TO DO:
Retype the records below exactly as given, but only from the first line through the line with "solid #fff;border-radius:50%;background:#1a73e8;box-shadow:0 0", and without the pictures.
#### DATASET EXTRACT ####
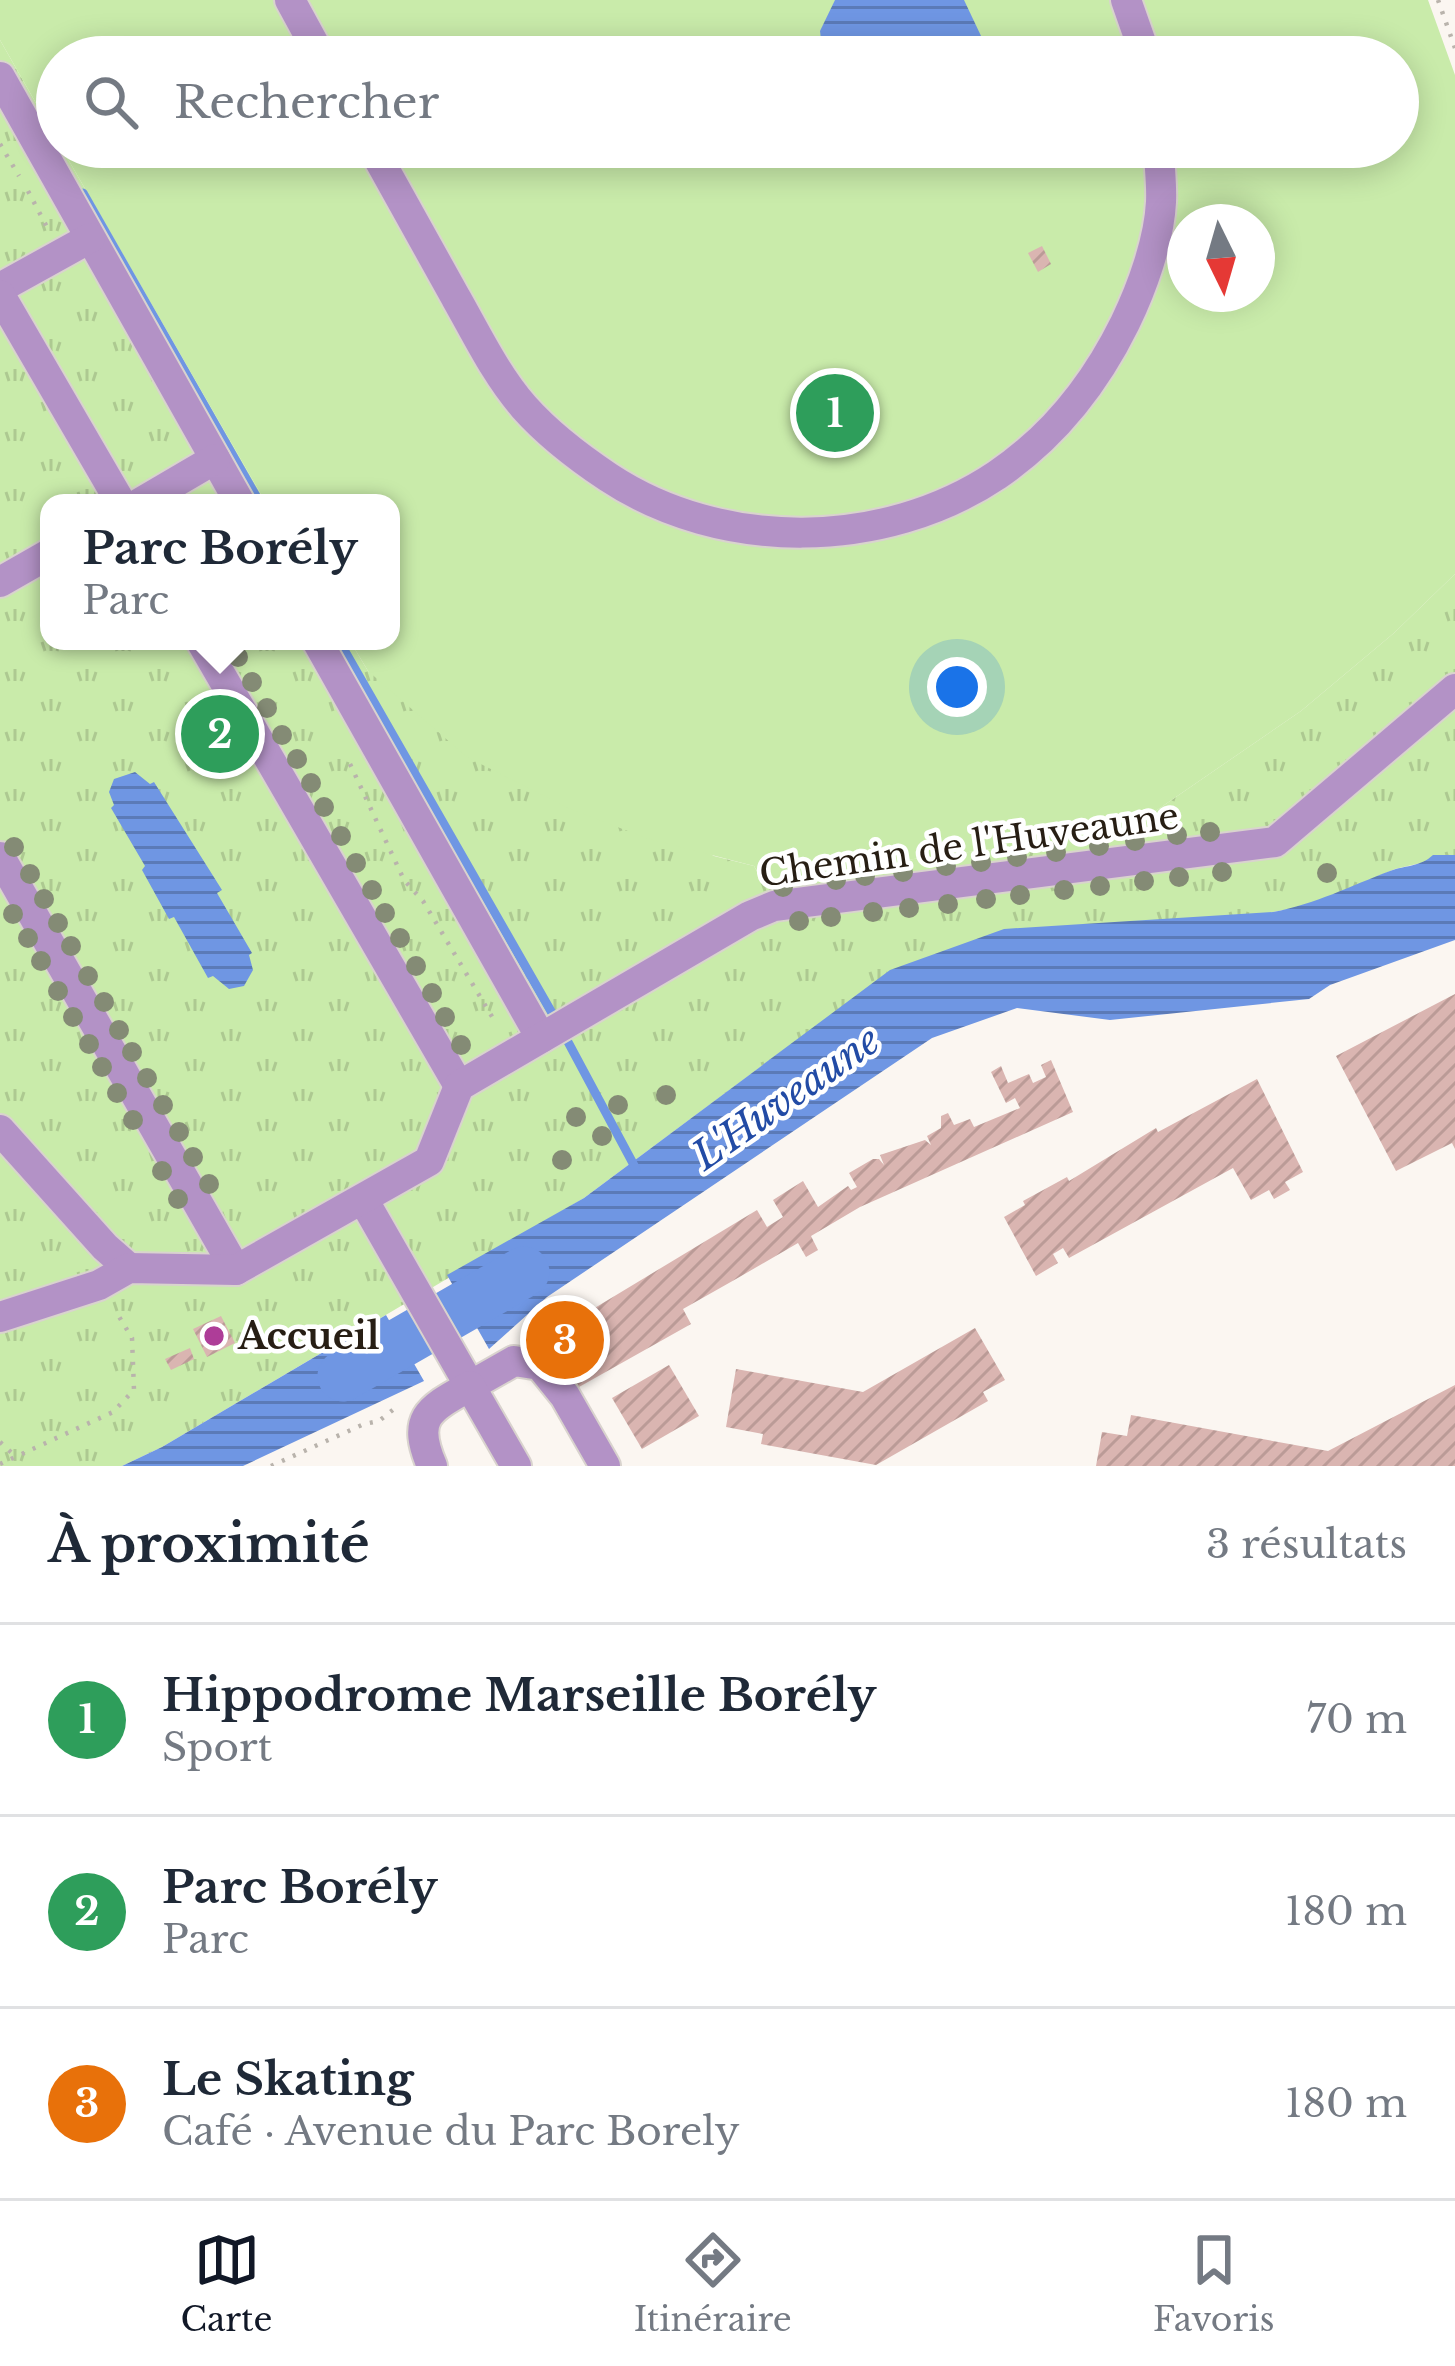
<!DOCTYPE html>
<html lang="fr">
<meta charset="utf-8">
<style>
body{margin:0;font-family:"Libre Baskerville",serif;background:#f2f2f3;color:#1f2937}
.compass{position:absolute;left:1167px;top:204px;width:108px;height:108px;border-radius:50%;background:#fff;box-shadow:0 6px 30px #0003;rotate:175deg}
.you{position:absolute;left:957px;top:687px;width:42px;height:42px;margin:-30px;border:9px solid #fff;border-radius:50%;background:#1a73e8;box-shadow:0 0 0 18px #1a73e833}
.badge{display:grid;place-items:center;width:78px;height:78px;border-radius:50%;background:#111827;color:#fff;font-size:39px;font-weight:700}
.pin{position:absolute;translate:-50% -50%;border:6px solid #fff;box-shadow:0 3px 12px #0006}
.popup{position:absolute;left:40px;top:494px;width:360px;height:156px;box-sizing:border-box;display:grid;place-content:center;border-radius:24px;background:#fff;filter:drop-shadow(0 3px 9px #0005);font-size:39px;white-space:nowrap;color:#747a83}
.popup b{font-size:45px;color:#1f2937}
.popup::after{content:'';position:absolute;left:50%;top:100%;margin-left:-24px;border:24px solid transparent;border-top-color:#fff}
.list{margin:0;padding:0;list-style:none}
h2{display:flex;justify-content:space-between;align-items:center;height:156px;margin:0;padding:0 48px;font-size:51px}
h2 small{font-size:39px;font-weight:400;color:#747a83}
.list li{display:grid;grid-template-columns:78px 1fr auto;gap:36px;align-items:center;box-sizing:border-box;height:192px;padding:0 48px;border-top:3px solid #e0e1e3}
.list b{display:block;font-size:45px;white-space:nowrap}
.list p{margin:0;font-size:39px;white-space:nowrap;color:#747a83}
.list em{font-size:39px;font-style:normal;color:#747a83}
.icon{flex:none;width:66px;height:66px;fill:none;stroke:currentColor;stroke-width:2;stroke-linecap:round;stroke-linejoin:round}
.map{position:relative;flex:none;width:1455px;height:1466px;overflow:hidden}
.search{position:absolute;background:#fff;box-shadow:0 6px 30px #0003;left:36px;right:36px;top:36px;height:132px;display:flex;align-items:center;gap:30px;box-sizing:border-box;padding:0 42px;border-radius:66px;color:#747a83;font-size:45px}
.sheet{height:732px;background:#fff}
nav{display:flex;justify-content:space-around;align-items:center;box-sizing:border-box;height:168px;border-top:3px solid #e0e1e3;background:#fff;font-size:33px;color:#747a83}
nav a{display:grid;justify-items:center;gap:6px}
nav .on{color:#111827}
.map>svg:first-child{display:block}
.grass{fill:url(#grass-tufts)}
.pitch{fill:#c9ebaa;fill-rule:evenodd}
.water{fill:url(#water-rules)}
.lines{fill:none;stroke-linecap:round;stroke-linejoin:round}
.stream{stroke:#6f96e3;stroke-width:9}
.river{stroke:#6f96e3;stroke-width:51}
.building{fill:url(#building-hatch)}
.minor-casing{stroke:#d9d3ce;stroke-width:34}
.path{stroke:#b9b3ac;stroke-width:4.5;stroke-dasharray:3 9;stroke-linecap:butt}
.minor{stroke:#b392c6;stroke-width:30}
.tree{fill:#848b75}
.poi-dot{fill:#ae3d98;stroke:#fff;stroke-width:4.5}
.labels{text-anchor:middle;dominant-baseline:central;stroke-width:9;stroke-linejoin:round;paint-order:stroke}
.street-label{font-size:36px;fill:#271e14;stroke:#fff}
.poi-label{font-size:36px;font-weight:bold;fill:#271e14;stroke:#fff;text-anchor:start}
.water-label{font-size:39px;font-style:italic;fill:#224ba5;stroke:#fff}
</style>
<div class="map">
<svg width="1455" height="1466" viewBox="0 0 1455 1466">
<defs>
<pattern id="grass-tufts" width="24" height="20" patternUnits="userSpaceOnUse" patternTransform="scale(3)"><rect width="24" height="20" fill="#c9ebaa"/><path d="M3 7l-1-3M5 7V3M7 7l1-3M15 17l-1-3M17 17v-4M19 17l1-3" fill="none" stroke="#adc991"/></pattern>
<pattern id="water-rules" width="6" height="5" patternUnits="userSpaceOnUse" patternTransform="scale(3)"><rect width="6" height="5" fill="#6f96e3"/><path d="M0 2.5h6" fill="none" stroke="#5b7ab7"/></pattern>
<pattern id="building-hatch" width="6" height="6" patternUnits="userSpaceOnUse" patternTransform="scale(3)"><rect width="6" height="6" fill="#dab5b1"/><path d="M-1 1l2-2M0 6l6-6M5 7l2-2" fill="none" stroke="#bb9b97"/></pattern>
</defs>
<rect width="100%" height="100%" fill="#fbf6f1"/>
<polygon class="grass" points="0,40 57,140 57,147 61,147 266,503 49,503 49,641 350,641 368,671 714,856 754,866 764,884 851,867 1125,832 1301,711 1394,633 1455,574 1455,855 1395,869 1311,905 1273,912 782,1051 584,1198 162,1447 122,1466 0,1466"/>
<path class="pitch" d="M0,0h1428l27,75v499l-61,59 -93,78 -176,121 -274,35 -87,17 -10,-18 -108,-28 -78,-30 -101,-51 -99,-86 -18,-30h41v-138h-125l-205,-356h1337v-90h-1341v83l-57,-100zM1185,222h72v72h-72z"/>
<g class="water">
<polygon points="835,0 964,0 991,57 823,57 820,31"/>
<polygon points="135,772 150,784 154,782 222,890 217,893 252,953 249,955 253,970 244,986 229,989 213,976 208,978 174,917 169,919 142,870 145,866 111,808 114,805 109,792 114,779"/>
<path d="M1433,855h22v85l-125,45 -21,14 -199,21 -93,-12 -85,30 -385,259 -58,52 -42,-74 137,-77 306,-228 114,-41 269,-17c43,-8 77,-26 117,-41 16,-6 30,-4 43,-16z"/>
<polygon points="386,1315 424,1381 243,1466 122,1466 162,1447"/>
</g>
<g class="lines">
<g class="stream">
<polyline points="83,193 260,503"/>
<polyline points="339,641 560,1027 636,1169"/>
</g>
<polyline class="river" points="343,1376 524,1272"/>
</g>
<g class="building">
<polygon points="1042,246 1051,264 1038,272 1028,253"/>
<polygon points="1455,994 1455,1149 1452,1143 1396,1171 1336,1056"/>
<polygon points="1051,1060 1073,1112 860,1207 811,1236 818,1250 806,1257 798,1243 736,1279 683,1309 691,1324 579,1387 550,1335 757,1210 767,1227 783,1217 773,1200 803,1181 818,1207 848,1186 851,1190 857,1187 849,1173 873,1159 879,1159 884,1165 880,1155 925,1140 931,1145 927,1136 941,1128 941,1116 948,1113 954,1125 970,1119 974,1127 1020,1108 1015,1098 1006,1103 991,1072 1001,1066 1008,1083 1029,1074 1033,1083 1046,1077 1041,1065"/>
<polygon points="1257,1079 1303,1172 1285,1182 1290,1190 1274,1199 1269,1190 1251,1200 1233,1168 1069,1258 1063,1248 1053,1254 1058,1263 1036,1276 1004,1217 1025,1205 1023,1201 1067,1177 1069,1181 1156,1128 1158,1132"/>
<polygon points="221,1316 235,1343 207,1357 193,1329"/>
<polygon points="975,1328 1005,1380 983,1392 988,1401 876,1465 761,1444 763,1434 726,1427 736,1369 863,1392"/>
<polygon points="190,1348 194,1359 171,1370 165,1359"/>
<polygon points="669,1365 699,1416 642,1449 612,1398"/>
<polygon points="1455,1385 1455,1466 1096,1466 1102,1432 1127,1436 1131,1415 1328,1451"/>
</g>
<g class="lines">
<g class="minor-casing">
<g id="minor">
<polyline points="290,0 321,57"/>
<polyline points="1126,0 1146,57"/>
<polyline points="0,77 240,503"/>
<path d="M372,147c28,51 56,101 84,151 21,37 40,77 68,109 24,27 54,50 84,70 113,75 276,74 389,-2 56,-38 98,-91 128,-152 17,-35 34,-82 36,-121 1,-18 -2,-37 -2,-55"/>
<polyline points="0,288 90,238"/>
<polyline points="0,295 121,503"/>
<polyline points="140,503 215,459"/>
<polyline points="0,582 49,554"/>
<polyline points="201,641 459,1086"/>
<polyline points="317,641 541,1038"/>
<polyline points="0,857 236,1270"/>
<polyline points="0,1130 105,1247 129,1268"/>
<polyline points="364,1201 470,1386 514,1361 540,1365 565,1396 605,1466"/>
<polyline points="0,1317 99,1285 129,1268 236,1270 429,1161 459,1086 750,916 774,906 1275,842 1455,689"/>
<path d="M432,1466c-21,-49 -3,-57 38,-80l46,80"/>
</g>
</g>
<g class="path">
<polyline points="1438,0 1455,48"/>
<polyline points="0,144 19,176"/>
<polyline points="28,191 48,229"/>
<polyline points="350,764 404,880 423,901 494,1020"/>
<polyline points="0,1442 16,1457"/>
<polyline points="0,1464 113,1412 134,1390 132,1338 115,1310"/>
<polyline points="271,1466 364,1424 379,1421 399,1405"/>
</g>
<use href="#minor" class="minor"/>
</g>
<g class="tree">
<circle cx="238" cy="657" r="10"/>
<circle cx="252" cy="682" r="10"/>
<circle cx="267" cy="708" r="10"/>
<circle cx="282" cy="735" r="10"/>
<circle cx="297" cy="759" r="10"/>
<circle cx="311" cy="783" r="10"/>
<circle cx="324" cy="807" r="10"/>
<circle cx="1210" cy="832" r="10"/>
<circle cx="1177" cy="835" r="10"/>
<circle cx="341" cy="836" r="10"/>
<circle cx="1135" cy="841" r="10"/>
<circle cx="1099" cy="846" r="10"/>
<circle cx="14" cy="847" r="10"/>
<circle cx="1056" cy="852" r="10"/>
<circle cx="1017" cy="857" r="10"/>
<circle cx="981" cy="862" r="10"/>
<circle cx="356" cy="863" r="10"/>
<circle cx="946" cy="866" r="10"/>
<circle cx="903" cy="872" r="10"/>
<circle cx="1222" cy="872" r="10"/>
<circle cx="1327" cy="873" r="10"/>
<circle cx="30" cy="874" r="10"/>
<circle cx="865" cy="876" r="10"/>
<circle cx="1179" cy="877" r="10"/>
<circle cx="836" cy="880" r="10"/>
<circle cx="1144" cy="881" r="10"/>
<circle cx="1100" cy="886" r="10"/>
<circle cx="783" cy="887" r="10"/>
<circle cx="372" cy="890" r="10"/>
<circle cx="1064" cy="890" r="10"/>
<circle cx="1020" cy="895" r="10"/>
<circle cx="44" cy="899" r="10"/>
<circle cx="986" cy="899" r="10"/>
<circle cx="948" cy="904" r="10"/>
<circle cx="909" cy="908" r="10"/>
<circle cx="873" cy="912" r="10"/>
<circle cx="385" cy="913" r="10"/>
<circle cx="13" cy="914" r="10"/>
<circle cx="831" cy="917" r="10"/>
<circle cx="799" cy="921" r="10"/>
<circle cx="58" cy="923" r="10"/>
<circle cx="28" cy="938" r="10"/>
<circle cx="400" cy="938" r="10"/>
<circle cx="71" cy="946" r="10"/>
<circle cx="41" cy="961" r="10"/>
<circle cx="416" cy="966" r="10"/>
<circle cx="88" cy="976" r="10"/>
<circle cx="58" cy="991" r="10"/>
<circle cx="432" cy="993" r="10"/>
<circle cx="104" cy="1002" r="10"/>
<circle cx="73" cy="1017" r="10"/>
<circle cx="445" cy="1017" r="10"/>
<circle cx="119" cy="1030" r="10"/>
<circle cx="89" cy="1044" r="10"/>
<circle cx="461" cy="1045" r="10"/>
<circle cx="132" cy="1052" r="10"/>
<circle cx="102" cy="1067" r="10"/>
<circle cx="147" cy="1078" r="10"/>
<circle cx="117" cy="1093" r="10"/>
<circle cx="666" cy="1095" r="10"/>
<circle cx="163" cy="1105" r="10"/>
<circle cx="618" cy="1105" r="10"/>
<circle cx="576" cy="1117" r="10"/>
<circle cx="133" cy="1120" r="10"/>
<circle cx="179" cy="1132" r="10"/>
<circle cx="602" cy="1136" r="10"/>
<circle cx="193" cy="1157" r="10"/>
<circle cx="562" cy="1160" r="10"/>
<circle cx="162" cy="1171" r="10"/>
<circle cx="209" cy="1184" r="10"/>
<circle cx="178" cy="1199" r="10"/>
</g>
<circle class="poi-dot" cx="214" cy="1336" r="12"/>
<g class="labels">
<g class="street-label">
<text transform="translate(969 845) rotate(-8)">Chemin de l'Huveaune</text>
</g>
<g class="poi-label">
<text x="238" y="1336">Accueil</text>
</g>
<g class="water-label">
<text transform="translate(786 1098) rotate(-35)">L'Huveaune</text>
</g>
</g>
</svg>
<svg class="compass" viewBox="-18 -18 36 36"><path d="M0-13l5 13h-10z" fill="#e53935"/><path d="M0 13l5-13h-10z" fill="#747a83"/></svg>
<div class="you"></div>
<div class="pin badge" style="left:835px;top:413px;background:#2e9e5b">1</div>
<div class="pin badge" style="left:220px;top:734px;background:#2e9e5b">2</div>
<div class="popup"><b>Parc Borély</b>Parc</div>
<div class="pin badge" style="left:565px;top:1340px;background:#e8710a">3</div>
<div class="search"><svg class="icon" aria-label="search" viewBox="0 0 24 24"><circle cx="10" cy="10" r="6"/><path d="M15 15l6 6"/></svg>Rechercher</div>
</div>
<section class="sheet">
<h2>À proximité<small>3 résultats</small></h2>
<ul class="list">
<li><span class="badge" style="background:#2e9e5b">1</span><div><b>Hippodrome Marseille Borély</b><p>Sport</p></div><em>70 m</em></li>
<li><span class="badge" style="background:#2e9e5b">2</span><div><b>Parc Borély</b><p>Parc</p></div><em>180 m</em></li>
<li><span class="badge" style="background:#e8710a">3</span><div><b>Le Skating</b><p>Café · Avenue du Parc Borely</p></div><em>180 m</em></li>
</ul>
</section>
<nav>
<a class="on"><svg class="icon" aria-label="map" viewBox="0 0 24 24"><path d="M3 6l6-2 6 2 6-2v14l-6 2-6-2-6 2zM9 4v14M15 6v14"/></svg>Carte</a>
<a><svg class="icon" aria-label="directions" viewBox="0 0 24 24"><path d="M12 3l9 9-9 9-9-9zM9 14v-3h6M13 9l2 2-2 2"/></svg>Itinéraire</a>
<a><svg class="icon" aria-label="saved" viewBox="0 0 24 24"><path d="M7 4h10v16l-5-4-5 4z"/></svg>Favoris</a>
</nav>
####
RESULT OF THIS TASK:
<!DOCTYPE html>
<html lang="fr">
<meta charset="utf-8">
<style>
body{margin:0;font-family:"Libre Baskerville",serif;background:#f2f2f3;color:#1f2937}
.compass{position:absolute;left:1167px;top:204px;width:108px;height:108px;border-radius:50%;background:#fff;box-shadow:0 6px 30px #0003;rotate:175deg}
.you{position:absolute;left:957px;top:687px;width:42px;height:42px;margin:-30px;border:9px solid #fff;border-radius:50%;background:#1a73e8;box-shadow:0 0 0 18px #1a73e833}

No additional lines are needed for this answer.